7 thoughts on “Going Back to the Supreme Court on Guns”

  1. Of course, we all know that the spin on this one will be predictable: “Oh you gun nuts want to let more domestic abusers have their guns!”

    Never mind the legal wrangling that the term “abuse” has undergone in the courts. The end result of all thesedefinitions, of course, would be giving the benefit of the doubt to the state to remove firearms “as a precaution” as the default option.

  2. The whole idea of a misdeamenour crime of violence being a disqualifier is stupid. If the crime is bad enough to be a disqualifer, then it needs to be a felony with the accompanying penalties…

  3. How would this affect, if it would at all, boilerplate restraining orders that currently enforce disability on mere allegations absent concrete evidence, or on an alleged verbal ‘threat’ of violence?

    Anyone wish to speculate?

    1. Not at all, because that’s not at issue. This is a case about statutory interpretation.

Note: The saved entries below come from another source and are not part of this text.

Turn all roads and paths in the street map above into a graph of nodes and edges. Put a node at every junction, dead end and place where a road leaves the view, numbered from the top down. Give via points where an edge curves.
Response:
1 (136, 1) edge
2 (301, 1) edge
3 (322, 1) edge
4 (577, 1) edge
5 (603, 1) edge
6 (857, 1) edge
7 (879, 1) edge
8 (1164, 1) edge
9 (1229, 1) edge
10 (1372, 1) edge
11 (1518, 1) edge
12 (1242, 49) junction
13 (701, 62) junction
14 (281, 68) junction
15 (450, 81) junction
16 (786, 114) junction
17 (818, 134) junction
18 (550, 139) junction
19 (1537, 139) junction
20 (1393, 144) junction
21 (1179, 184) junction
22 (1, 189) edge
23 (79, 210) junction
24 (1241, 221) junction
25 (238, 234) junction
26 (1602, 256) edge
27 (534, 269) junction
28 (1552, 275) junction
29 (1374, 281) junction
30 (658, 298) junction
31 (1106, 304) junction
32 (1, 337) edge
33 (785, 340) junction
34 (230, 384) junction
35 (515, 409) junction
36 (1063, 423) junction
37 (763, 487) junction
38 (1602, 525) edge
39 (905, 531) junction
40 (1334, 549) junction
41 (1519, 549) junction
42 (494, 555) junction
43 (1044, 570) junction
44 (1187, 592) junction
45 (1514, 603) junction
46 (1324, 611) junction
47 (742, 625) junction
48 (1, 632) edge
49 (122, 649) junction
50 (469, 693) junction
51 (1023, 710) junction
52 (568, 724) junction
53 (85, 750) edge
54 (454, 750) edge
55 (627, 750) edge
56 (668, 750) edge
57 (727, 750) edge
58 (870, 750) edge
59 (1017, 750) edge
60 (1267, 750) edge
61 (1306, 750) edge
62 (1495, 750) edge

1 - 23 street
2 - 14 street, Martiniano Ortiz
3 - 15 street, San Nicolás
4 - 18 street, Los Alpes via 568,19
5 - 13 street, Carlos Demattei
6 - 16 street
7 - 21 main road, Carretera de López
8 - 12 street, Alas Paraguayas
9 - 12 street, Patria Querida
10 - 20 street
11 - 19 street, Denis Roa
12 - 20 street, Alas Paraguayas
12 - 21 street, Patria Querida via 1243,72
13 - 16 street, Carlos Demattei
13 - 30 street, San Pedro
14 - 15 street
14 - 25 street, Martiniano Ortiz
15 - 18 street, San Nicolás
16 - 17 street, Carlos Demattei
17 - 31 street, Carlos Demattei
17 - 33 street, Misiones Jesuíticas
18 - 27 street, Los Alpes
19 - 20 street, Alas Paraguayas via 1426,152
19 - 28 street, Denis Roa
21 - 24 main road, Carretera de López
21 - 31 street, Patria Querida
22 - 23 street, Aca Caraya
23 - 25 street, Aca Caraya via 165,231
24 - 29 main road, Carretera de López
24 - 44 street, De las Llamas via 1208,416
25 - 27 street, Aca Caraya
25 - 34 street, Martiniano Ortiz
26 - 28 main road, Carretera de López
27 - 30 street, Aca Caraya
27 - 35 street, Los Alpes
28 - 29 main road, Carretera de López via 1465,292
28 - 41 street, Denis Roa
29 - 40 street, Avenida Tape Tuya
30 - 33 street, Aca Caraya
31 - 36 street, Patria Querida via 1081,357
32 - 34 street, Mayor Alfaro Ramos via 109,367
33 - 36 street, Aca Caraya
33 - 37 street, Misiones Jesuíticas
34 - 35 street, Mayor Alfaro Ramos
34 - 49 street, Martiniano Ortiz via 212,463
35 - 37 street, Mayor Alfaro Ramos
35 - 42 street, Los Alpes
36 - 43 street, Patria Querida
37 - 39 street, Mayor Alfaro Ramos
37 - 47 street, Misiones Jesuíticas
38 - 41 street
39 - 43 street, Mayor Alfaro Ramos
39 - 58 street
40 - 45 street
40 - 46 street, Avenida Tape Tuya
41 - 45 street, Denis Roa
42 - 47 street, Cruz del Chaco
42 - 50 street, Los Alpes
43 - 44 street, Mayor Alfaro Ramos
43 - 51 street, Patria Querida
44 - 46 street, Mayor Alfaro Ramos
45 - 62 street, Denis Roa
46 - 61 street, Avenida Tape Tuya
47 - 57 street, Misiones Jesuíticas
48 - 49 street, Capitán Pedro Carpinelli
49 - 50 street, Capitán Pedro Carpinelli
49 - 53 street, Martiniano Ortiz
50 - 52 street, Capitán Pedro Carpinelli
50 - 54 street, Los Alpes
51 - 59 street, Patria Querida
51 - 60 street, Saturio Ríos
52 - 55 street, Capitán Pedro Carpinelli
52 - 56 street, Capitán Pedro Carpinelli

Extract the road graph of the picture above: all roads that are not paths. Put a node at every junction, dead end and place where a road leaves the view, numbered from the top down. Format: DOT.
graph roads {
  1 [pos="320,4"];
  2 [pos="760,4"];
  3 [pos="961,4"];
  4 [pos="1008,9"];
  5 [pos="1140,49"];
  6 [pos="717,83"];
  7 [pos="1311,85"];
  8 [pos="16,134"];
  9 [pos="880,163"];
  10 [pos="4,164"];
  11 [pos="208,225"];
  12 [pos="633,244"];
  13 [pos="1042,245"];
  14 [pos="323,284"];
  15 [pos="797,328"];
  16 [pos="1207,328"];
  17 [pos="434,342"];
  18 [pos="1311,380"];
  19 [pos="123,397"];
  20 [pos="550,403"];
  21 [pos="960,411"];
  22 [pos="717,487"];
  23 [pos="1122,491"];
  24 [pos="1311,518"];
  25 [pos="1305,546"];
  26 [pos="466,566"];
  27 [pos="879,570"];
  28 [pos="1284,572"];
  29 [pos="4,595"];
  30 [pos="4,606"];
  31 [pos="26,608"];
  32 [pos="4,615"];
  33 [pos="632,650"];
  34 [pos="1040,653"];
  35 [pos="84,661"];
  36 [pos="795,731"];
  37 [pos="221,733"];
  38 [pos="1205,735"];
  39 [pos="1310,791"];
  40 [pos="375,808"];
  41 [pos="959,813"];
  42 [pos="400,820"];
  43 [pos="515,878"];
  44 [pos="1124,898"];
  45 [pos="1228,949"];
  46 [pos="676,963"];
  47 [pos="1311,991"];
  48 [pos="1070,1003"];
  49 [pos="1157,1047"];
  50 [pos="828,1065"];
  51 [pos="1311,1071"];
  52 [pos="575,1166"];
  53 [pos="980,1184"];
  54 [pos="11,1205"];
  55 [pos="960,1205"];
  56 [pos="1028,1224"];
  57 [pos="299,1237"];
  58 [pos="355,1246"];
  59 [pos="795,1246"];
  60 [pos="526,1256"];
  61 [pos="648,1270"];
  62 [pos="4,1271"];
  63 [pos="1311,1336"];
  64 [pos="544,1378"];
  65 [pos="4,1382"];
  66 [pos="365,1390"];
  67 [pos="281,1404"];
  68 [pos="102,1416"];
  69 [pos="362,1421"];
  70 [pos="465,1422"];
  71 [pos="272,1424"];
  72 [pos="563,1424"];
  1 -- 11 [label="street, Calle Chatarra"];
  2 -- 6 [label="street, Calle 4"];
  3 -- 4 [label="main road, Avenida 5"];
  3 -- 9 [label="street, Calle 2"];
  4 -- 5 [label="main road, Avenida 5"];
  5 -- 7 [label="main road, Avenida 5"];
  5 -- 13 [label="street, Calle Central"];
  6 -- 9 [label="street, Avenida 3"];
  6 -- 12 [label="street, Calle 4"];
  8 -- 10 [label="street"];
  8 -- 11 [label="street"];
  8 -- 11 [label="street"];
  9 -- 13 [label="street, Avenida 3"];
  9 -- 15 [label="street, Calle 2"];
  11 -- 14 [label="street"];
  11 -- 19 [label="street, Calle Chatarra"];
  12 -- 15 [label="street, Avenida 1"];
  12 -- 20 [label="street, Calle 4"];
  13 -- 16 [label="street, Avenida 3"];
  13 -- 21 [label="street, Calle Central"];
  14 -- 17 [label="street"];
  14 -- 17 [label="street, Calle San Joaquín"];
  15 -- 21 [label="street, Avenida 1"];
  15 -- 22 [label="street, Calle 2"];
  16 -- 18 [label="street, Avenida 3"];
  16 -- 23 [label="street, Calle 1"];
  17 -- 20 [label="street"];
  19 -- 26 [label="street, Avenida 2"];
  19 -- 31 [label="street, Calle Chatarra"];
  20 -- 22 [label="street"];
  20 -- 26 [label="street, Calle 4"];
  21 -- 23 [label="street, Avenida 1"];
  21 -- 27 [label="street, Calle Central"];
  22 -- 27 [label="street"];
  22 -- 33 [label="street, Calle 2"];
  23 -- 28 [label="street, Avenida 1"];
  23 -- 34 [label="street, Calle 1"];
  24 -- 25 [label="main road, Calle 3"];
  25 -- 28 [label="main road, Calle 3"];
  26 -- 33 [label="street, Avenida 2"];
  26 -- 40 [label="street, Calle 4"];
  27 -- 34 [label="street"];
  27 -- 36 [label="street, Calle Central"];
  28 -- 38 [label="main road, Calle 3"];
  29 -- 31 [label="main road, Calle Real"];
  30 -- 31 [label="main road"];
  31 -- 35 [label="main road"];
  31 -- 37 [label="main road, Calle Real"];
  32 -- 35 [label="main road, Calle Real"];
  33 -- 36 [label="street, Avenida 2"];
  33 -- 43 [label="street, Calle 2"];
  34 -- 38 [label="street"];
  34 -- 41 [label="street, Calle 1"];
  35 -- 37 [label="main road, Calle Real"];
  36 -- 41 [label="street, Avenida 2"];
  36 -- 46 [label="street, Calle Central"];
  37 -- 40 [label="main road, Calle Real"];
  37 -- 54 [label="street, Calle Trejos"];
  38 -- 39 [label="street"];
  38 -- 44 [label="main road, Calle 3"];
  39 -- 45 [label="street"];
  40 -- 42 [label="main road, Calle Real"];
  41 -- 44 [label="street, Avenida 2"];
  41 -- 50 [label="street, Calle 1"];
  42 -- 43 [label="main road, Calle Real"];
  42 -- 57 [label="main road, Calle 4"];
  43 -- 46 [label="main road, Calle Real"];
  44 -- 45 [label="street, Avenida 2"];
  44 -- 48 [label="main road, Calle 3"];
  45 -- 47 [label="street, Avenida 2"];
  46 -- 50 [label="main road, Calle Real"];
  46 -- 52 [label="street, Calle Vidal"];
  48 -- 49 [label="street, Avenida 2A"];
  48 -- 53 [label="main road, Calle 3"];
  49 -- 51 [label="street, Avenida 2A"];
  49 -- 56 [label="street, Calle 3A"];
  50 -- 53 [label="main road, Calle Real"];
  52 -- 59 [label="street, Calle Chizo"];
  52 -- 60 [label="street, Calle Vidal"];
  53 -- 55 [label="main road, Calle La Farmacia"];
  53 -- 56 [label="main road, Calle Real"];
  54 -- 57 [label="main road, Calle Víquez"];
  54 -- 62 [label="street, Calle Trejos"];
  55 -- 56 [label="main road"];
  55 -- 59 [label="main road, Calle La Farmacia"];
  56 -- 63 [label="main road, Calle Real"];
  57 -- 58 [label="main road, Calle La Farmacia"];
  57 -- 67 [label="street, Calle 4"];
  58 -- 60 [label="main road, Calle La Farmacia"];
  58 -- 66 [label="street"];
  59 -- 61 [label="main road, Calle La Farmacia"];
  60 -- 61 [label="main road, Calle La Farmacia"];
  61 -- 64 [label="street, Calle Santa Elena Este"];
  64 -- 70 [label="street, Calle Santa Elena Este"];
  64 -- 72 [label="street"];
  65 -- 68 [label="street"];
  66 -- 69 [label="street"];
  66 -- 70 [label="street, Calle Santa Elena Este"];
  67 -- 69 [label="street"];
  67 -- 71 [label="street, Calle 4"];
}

      There is also case law in the 5th Circuit that restraining orders pass constitutional muster, but barely so. I don’t agree with that ruling (it was Emerson, the case which originally started the ball rolling to bring us Heller).

  4. Here is the question before the Supreme Court

    DECISION BELOW: 695 F.3d 582
    CERT. GRANTED 10/1/2013
    Section 922(g)(9) of Title 18, United States Code, makes it a crime for any person convicted of a “misdemeanor crime of domestic violence” to possess a firearm. The phrase “misdemeanor crime of domestic violence” is defined to include any federal, state, or tribal misdemeanor offense, committed by a person with a specified domestic relationship to the victim, that “has, as an element, the use or attempted use of physical force, or the threatened use of a deadly weapon.” 18 U.S.C. 921(a)(33)(A).

    The question presented is:

    Whether respondent’s Tennessee conviction for misdemeanor domestic assault by intentionally or knowingly causing bodily injury to the mother of his child qualifies as a conviction for a “misdemeanor crime of domestic violence.”

    I’d suggest that their decision is going to very much address the split, not preserve it. I suspect it will also have the potential to go further and perhaps address the issue of whether a constitutional right can be denied for a mere misdemeanor conviction. It certainly could do that, and we probably will get plenty of dicta in the opinion touching on that. But the opinion iself likely wouldn’t address that directly.

    It will still be interesting to watch.

  5. Whatever happened to x post facto laws however that’s spelled. That was a law didn’t have any affect on people that commited a crime Before it was a crime. I seem to remember getting a whole lot of history about that 50 years ago when I was in school.